From first line to last, give the material again unchanged.
*** SUPPLIED DATA Section Begins ***
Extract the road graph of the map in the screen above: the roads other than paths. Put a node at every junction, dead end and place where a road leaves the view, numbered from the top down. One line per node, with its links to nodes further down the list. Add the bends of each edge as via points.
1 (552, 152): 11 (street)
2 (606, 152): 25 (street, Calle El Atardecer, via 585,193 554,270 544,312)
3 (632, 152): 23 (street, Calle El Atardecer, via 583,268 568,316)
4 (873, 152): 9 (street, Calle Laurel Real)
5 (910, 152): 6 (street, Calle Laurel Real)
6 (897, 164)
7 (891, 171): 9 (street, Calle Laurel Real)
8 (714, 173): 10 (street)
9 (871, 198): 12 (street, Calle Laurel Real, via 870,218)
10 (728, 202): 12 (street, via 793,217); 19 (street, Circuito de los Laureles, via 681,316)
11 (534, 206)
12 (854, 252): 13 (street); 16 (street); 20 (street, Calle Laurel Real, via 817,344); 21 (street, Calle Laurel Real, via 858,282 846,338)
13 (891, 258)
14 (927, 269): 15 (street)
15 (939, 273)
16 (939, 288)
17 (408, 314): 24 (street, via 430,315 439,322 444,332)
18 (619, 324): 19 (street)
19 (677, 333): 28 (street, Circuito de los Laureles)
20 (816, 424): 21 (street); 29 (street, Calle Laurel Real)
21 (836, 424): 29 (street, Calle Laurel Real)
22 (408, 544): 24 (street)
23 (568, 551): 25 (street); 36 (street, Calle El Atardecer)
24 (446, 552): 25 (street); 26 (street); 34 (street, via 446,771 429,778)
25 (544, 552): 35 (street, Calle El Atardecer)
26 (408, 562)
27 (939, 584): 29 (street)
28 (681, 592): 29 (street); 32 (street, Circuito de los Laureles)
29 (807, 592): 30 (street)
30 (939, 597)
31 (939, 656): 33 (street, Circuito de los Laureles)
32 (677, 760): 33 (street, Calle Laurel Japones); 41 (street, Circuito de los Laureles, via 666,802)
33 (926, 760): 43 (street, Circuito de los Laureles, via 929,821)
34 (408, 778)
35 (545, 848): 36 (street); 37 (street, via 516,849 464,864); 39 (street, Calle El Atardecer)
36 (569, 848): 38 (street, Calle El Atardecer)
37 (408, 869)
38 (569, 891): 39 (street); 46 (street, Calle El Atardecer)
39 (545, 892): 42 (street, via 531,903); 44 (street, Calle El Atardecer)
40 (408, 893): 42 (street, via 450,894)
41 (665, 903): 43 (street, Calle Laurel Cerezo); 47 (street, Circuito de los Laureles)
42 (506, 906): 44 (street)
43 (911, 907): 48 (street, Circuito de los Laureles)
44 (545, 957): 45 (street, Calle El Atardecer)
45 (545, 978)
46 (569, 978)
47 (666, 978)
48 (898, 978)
*** SUPPLIED DATA Section Ends ***
## TASK ANSWER
Extract the road graph of the map in the screen above: the roads other than paths. Put a node at every junction, dead end and place where a road leaves the view, numbered from the top down. One line per node, with its links to nodes further down the list. Add the bends of each edge as via points.
1 (552, 152): 11 (street)
2 (606, 152): 25 (street, Calle El Atardecer, via 585,193 554,270 544,312)
3 (632, 152): 23 (street, Calle El Atardecer, via 583,268 568,316)
4 (873, 152): 9 (street, Calle Laurel Real)
5 (910, 152): 6 (street, Calle Laurel Real)
6 (897, 164)
7 (891, 171): 9 (street, Calle Laurel Real)
8 (714, 173): 10 (street)
9 (871, 198): 12 (street, Calle Laurel Real, via 870,218)
10 (728, 202): 12 (street, via 793,217); 19 (street, Circuito de los Laureles, via 681,316)
11 (534, 206)
12 (854, 252): 13 (street); 16 (street); 20 (street, Calle Laurel Real, via 817,344); 21 (street, Calle Laurel Real, via 858,282 846,338)
13 (891, 258)
14 (927, 269): 15 (street)
15 (939, 273)
16 (939, 288)
17 (408, 314): 24 (street, via 430,315 439,322 444,332)
18 (619, 324): 19 (street)
19 (677, 333): 28 (street, Circuito de los Laureles)
20 (816, 424): 21 (street); 29 (street, Calle Laurel Real)
21 (836, 424): 29 (street, Calle Laurel Real)
22 (408, 544): 24 (street)
23 (568, 551): 25 (street); 36 (street, Calle El Atardecer)
24 (446, 552): 25 (street); 26 (street); 34 (street, via 446,771 429,778)
25 (544, 552): 35 (street, Calle El Atardecer)
26 (408, 562)
27 (939, 584): 29 (street)
28 (681, 592): 29 (street); 32 (street, Circuito de los Laureles)
29 (807, 592): 30 (street)
30 (939, 597)
31 (939, 656): 33 (street, Circuito de los Laureles)
32 (677, 760): 33 (street, Calle Laurel Japones); 41 (street, Circuito de los Laureles, via 666,802)
33 (926, 760): 43 (street, Circuito de los Laureles, via 929,821)
34 (408, 778)
35 (545, 848): 36 (street); 37 (street, via 516,849 464,864); 39 (street, Calle El Atardecer)
36 (569, 848): 38 (street, Calle El Atardecer)
37 (408, 869)
38 (569, 891): 39 (street); 46 (street, Calle El Atardecer)
39 (545, 892): 42 (street, via 531,903); 44 (street, Calle El Atardecer)
40 (408, 893): 42 (street, via 450,894)
41 (665, 903): 43 (street, Calle Laurel Cerezo); 47 (street, Circuito de los Laureles)
42 (506, 906): 44 (street)
43 (911, 907): 48 (street, Circuito de los Laureles)
44 (545, 957): 45 (street, Calle El Atardecer)
45 (545, 978)
46 (569, 978)
47 (666, 978)
48 (898, 978)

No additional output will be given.